__Exercise material__:
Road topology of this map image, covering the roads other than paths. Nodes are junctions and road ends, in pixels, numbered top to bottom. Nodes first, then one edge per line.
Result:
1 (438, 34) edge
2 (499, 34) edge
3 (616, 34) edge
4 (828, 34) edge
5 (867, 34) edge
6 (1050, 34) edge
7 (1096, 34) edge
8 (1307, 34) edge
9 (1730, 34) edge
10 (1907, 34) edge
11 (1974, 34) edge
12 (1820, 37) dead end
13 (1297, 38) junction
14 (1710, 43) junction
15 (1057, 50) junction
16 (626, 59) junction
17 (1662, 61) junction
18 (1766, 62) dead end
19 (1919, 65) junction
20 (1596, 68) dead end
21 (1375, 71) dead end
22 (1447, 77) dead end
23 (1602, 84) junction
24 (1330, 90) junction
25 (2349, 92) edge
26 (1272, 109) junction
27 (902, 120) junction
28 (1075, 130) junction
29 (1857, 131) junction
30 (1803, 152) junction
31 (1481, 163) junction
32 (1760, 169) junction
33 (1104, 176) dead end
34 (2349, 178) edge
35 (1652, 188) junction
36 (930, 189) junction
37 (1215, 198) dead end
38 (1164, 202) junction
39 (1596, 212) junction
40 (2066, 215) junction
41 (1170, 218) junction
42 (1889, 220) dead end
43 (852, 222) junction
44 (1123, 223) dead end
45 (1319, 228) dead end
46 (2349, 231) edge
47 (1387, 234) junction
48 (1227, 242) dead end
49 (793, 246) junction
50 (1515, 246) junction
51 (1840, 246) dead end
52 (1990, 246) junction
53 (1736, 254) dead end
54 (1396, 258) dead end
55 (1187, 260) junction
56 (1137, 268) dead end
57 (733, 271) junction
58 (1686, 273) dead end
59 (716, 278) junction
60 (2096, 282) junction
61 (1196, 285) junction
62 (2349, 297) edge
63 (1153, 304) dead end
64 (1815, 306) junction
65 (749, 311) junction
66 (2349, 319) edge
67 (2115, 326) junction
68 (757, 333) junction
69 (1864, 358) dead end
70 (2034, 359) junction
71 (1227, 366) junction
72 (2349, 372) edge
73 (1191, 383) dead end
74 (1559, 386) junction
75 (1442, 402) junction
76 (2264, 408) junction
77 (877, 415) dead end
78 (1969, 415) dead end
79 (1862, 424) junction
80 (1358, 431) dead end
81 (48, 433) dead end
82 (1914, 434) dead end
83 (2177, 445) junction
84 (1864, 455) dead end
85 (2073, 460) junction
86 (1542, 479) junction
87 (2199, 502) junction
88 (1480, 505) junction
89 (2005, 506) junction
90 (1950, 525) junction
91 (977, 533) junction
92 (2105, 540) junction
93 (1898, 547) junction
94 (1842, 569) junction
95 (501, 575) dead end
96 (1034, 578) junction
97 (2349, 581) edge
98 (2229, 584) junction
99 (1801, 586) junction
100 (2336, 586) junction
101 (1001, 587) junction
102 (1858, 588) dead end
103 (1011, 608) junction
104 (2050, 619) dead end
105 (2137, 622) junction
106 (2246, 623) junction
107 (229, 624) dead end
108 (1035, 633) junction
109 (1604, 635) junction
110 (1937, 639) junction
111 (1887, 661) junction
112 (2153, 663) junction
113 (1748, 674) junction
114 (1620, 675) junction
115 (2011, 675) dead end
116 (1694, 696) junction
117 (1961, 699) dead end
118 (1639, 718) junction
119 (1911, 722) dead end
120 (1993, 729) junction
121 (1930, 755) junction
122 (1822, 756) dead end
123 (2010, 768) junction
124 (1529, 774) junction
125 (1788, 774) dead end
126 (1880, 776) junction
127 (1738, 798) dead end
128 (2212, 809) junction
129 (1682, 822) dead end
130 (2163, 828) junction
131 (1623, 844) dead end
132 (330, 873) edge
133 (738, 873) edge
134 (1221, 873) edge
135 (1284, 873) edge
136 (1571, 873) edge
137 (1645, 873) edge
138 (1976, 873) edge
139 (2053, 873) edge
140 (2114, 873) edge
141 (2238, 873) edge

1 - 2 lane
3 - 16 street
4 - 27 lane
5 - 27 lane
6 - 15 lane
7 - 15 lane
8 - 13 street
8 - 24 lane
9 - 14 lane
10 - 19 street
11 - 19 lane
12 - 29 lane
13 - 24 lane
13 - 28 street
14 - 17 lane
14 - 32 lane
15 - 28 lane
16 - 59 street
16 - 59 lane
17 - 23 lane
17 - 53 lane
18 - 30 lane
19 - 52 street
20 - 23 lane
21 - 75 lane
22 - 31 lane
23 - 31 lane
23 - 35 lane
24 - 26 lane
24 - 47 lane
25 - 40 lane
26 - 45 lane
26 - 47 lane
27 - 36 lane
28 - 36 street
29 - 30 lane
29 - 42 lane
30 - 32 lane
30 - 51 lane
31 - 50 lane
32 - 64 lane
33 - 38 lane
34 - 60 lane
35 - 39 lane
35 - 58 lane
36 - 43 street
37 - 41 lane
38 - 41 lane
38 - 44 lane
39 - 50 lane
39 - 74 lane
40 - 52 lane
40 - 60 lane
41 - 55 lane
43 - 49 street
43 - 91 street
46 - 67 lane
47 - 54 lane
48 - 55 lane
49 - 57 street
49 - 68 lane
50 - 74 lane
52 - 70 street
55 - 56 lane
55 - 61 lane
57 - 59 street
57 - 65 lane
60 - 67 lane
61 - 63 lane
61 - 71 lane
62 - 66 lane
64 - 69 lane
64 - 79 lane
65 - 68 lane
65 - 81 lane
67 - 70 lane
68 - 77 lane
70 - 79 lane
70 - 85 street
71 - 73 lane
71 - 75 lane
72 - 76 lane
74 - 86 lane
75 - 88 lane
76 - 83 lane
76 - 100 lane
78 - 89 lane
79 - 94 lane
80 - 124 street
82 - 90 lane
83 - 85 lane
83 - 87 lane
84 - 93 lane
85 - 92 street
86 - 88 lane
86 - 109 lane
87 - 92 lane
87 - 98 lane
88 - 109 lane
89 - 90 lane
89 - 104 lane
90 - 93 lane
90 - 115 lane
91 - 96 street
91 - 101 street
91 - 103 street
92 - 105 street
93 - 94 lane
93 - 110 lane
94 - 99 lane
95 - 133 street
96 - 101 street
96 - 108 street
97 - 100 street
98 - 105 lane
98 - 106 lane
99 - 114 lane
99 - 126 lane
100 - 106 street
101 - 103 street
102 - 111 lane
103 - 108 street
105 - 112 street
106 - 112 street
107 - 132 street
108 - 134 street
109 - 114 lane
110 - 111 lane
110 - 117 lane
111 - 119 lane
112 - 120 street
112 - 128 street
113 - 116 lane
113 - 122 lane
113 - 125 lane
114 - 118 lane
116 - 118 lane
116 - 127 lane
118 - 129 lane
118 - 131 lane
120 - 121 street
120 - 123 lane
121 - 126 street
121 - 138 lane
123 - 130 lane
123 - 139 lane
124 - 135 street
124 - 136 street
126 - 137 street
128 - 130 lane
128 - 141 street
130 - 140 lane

__Task to carry out__: This exercise calls for repeating every line of the data exactly.

__Result of the task__:
Road topology of this map image, covering the roads other than paths. Nodes are junctions and road ends, in pixels, numbered top to bottom. Nodes first, then one edge per line.
Result:
1 (438, 34) edge
2 (499, 34) edge
3 (616, 34) edge
4 (828, 34) edge
5 (867, 34) edge
6 (1050, 34) edge
7 (1096, 34) edge
8 (1307, 34) edge
9 (1730, 34) edge
10 (1907, 34) edge
11 (1974, 34) edge
12 (1820, 37) dead end
13 (1297, 38) junction
14 (1710, 43) junction
15 (1057, 50) junction
16 (626, 59) junction
17 (1662, 61) junction
18 (1766, 62) dead end
19 (1919, 65) junction
20 (1596, 68) dead end
21 (1375, 71) dead end
22 (1447, 77) dead end
23 (1602, 84) junction
24 (1330, 90) junction
25 (2349, 92) edge
26 (1272, 109) junction
27 (902, 120) junction
28 (1075, 130) junction
29 (1857, 131) junction
30 (1803, 152) junction
31 (1481, 163) junction
32 (1760, 169) junction
33 (1104, 176) dead end
34 (2349, 178) edge
35 (1652, 188) junction
36 (930, 189) junction
37 (1215, 198) dead end
38 (1164, 202) junction
39 (1596, 212) junction
40 (2066, 215) junction
41 (1170, 218) junction
42 (1889, 220) dead end
43 (852, 222) junction
44 (1123, 223) dead end
45 (1319, 228) dead end
46 (2349, 231) edge
47 (1387, 234) junction
48 (1227, 242) dead end
49 (793, 246) junction
50 (1515, 246) junction
51 (1840, 246) dead end
52 (1990, 246) junction
53 (1736, 254) dead end
54 (1396, 258) dead end
55 (1187, 260) junction
56 (1137, 268) dead end
57 (733, 271) junction
58 (1686, 273) dead end
59 (716, 278) junction
60 (2096, 282) junction
61 (1196, 285) junction
62 (2349, 297) edge
63 (1153, 304) dead end
64 (1815, 306) junction
65 (749, 311) junction
66 (2349, 319) edge
67 (2115, 326) junction
68 (757, 333) junction
69 (1864, 358) dead end
70 (2034, 359) junction
71 (1227, 366) junction
72 (2349, 372) edge
73 (1191, 383) dead end
74 (1559, 386) junction
75 (1442, 402) junction
76 (2264, 408) junction
77 (877, 415) dead end
78 (1969, 415) dead end
79 (1862, 424) junction
80 (1358, 431) dead end
81 (48, 433) dead end
82 (1914, 434) dead end
83 (2177, 445) junction
84 (1864, 455) dead end
85 (2073, 460) junction
86 (1542, 479) junction
87 (2199, 502) junction
88 (1480, 505) junction
89 (2005, 506) junction
90 (1950, 525) junction
91 (977, 533) junction
92 (2105, 540) junction
93 (1898, 547) junction
94 (1842, 569) junction
95 (501, 575) dead end
96 (1034, 578) junction
97 (2349, 581) edge
98 (2229, 584) junction
99 (1801, 586) junction
100 (2336, 586) junction
101 (1001, 587) junction
102 (1858, 588) dead end
103 (1011, 608) junction
104 (2050, 619) dead end
105 (2137, 622) junction
106 (2246, 623) junction
107 (229, 624) dead end
108 (1035, 633) junction
109 (1604, 635) junction
110 (1937, 639) junction
111 (1887, 661) junction
112 (2153, 663) junction
113 (1748, 674) junction
114 (1620, 675) junction
115 (2011, 675) dead end
116 (1694, 696) junction
117 (1961, 699) dead end
118 (1639, 718) junction
119 (1911, 722) dead end
120 (1993, 729) junction
121 (1930, 755) junction
122 (1822, 756) dead end
123 (2010, 768) junction
124 (1529, 774) junction
125 (1788, 774) dead end
126 (1880, 776) junction
127 (1738, 798) dead end
128 (2212, 809) junction
129 (1682, 822) dead end
130 (2163, 828) junction
131 (1623, 844) dead end
132 (330, 873) edge
133 (738, 873) edge
134 (1221, 873) edge
135 (1284, 873) edge
136 (1571, 873) edge
137 (1645, 873) edge
138 (1976, 873) edge
139 (2053, 873) edge
140 (2114, 873) edge
141 (2238, 873) edge

1 - 2 lane
3 - 16 street
4 - 27 lane
5 - 27 lane
6 - 15 lane
7 - 15 lane
8 - 13 street
8 - 24 lane
9 - 14 lane
10 - 19 street
11 - 19 lane
12 - 29 lane
13 - 24 lane
13 - 28 street
14 - 17 lane
14 - 32 lane
15 - 28 lane
16 - 59 street
16 - 59 lane
17 - 23 lane
17 - 53 lane
18 - 30 lane
19 - 52 street
20 - 23 lane
21 - 75 lane
22 - 31 lane
23 - 31 lane
23 - 35 lane
24 - 26 lane
24 - 47 lane
25 - 40 lane
26 - 45 lane
26 - 47 lane
27 - 36 lane
28 - 36 street
29 - 30 lane
29 - 42 lane
30 - 32 lane
30 - 51 lane
31 - 50 lane
32 - 64 lane
33 - 38 lane
34 - 60 lane
35 - 39 lane
35 - 58 lane
36 - 43 street
37 - 41 lane
38 - 41 lane
38 - 44 lane
39 - 50 lane
39 - 74 lane
40 - 52 lane
40 - 60 lane
41 - 55 lane
43 - 49 street
43 - 91 street
46 - 67 lane
47 - 54 lane
48 - 55 lane
49 - 57 street
49 - 68 lane
50 - 74 lane
52 - 70 street
55 - 56 lane
55 - 61 lane
57 - 59 street
57 - 65 lane
60 - 67 lane
61 - 63 lane
61 - 71 lane
62 - 66 lane
64 - 69 lane
64 - 79 lane
65 - 68 lane
65 - 81 lane
67 - 70 lane
68 - 77 lane
70 - 79 lane
70 - 85 street
71 - 73 lane
71 - 75 lane
72 - 76 lane
74 - 86 lane
75 - 88 lane
76 - 83 lane
76 - 100 lane
78 - 89 lane
79 - 94 lane
80 - 124 street
82 - 90 lane
83 - 85 lane
83 - 87 lane
84 - 93 lane
85 - 92 street
86 - 88 lane
86 - 109 lane
87 - 92 lane
87 - 98 lane
88 - 109 lane
89 - 90 lane
89 - 104 lane
90 - 93 lane
90 - 115 lane
91 - 96 street
91 - 101 street
91 - 103 street
92 - 105 street
93 - 94 lane
93 - 110 lane
94 - 99 lane
95 - 133 street
96 - 101 street
96 - 108 street
97 - 100 street
98 - 105 lane
98 - 106 lane
99 - 114 lane
99 - 126 lane
100 - 106 street
101 - 103 street
102 - 111 lane
103 - 108 street
105 - 112 street
106 - 112 street
107 - 132 street
108 - 134 street
109 - 114 lane
110 - 111 lane
110 - 117 lane
111 - 119 lane
112 - 120 street
112 - 128 street
113 - 116 lane
113 - 122 lane
113 - 125 lane
114 - 118 lane
116 - 118 lane
116 - 127 lane
118 - 129 lane
118 - 131 lane
120 - 121 street
120 - 123 lane
121 - 126 street
121 - 138 lane
123 - 130 lane
123 - 139 lane
124 - 135 street
124 - 136 street
126 - 137 street
128 - 130 lane
128 - 141 street
130 - 140 lane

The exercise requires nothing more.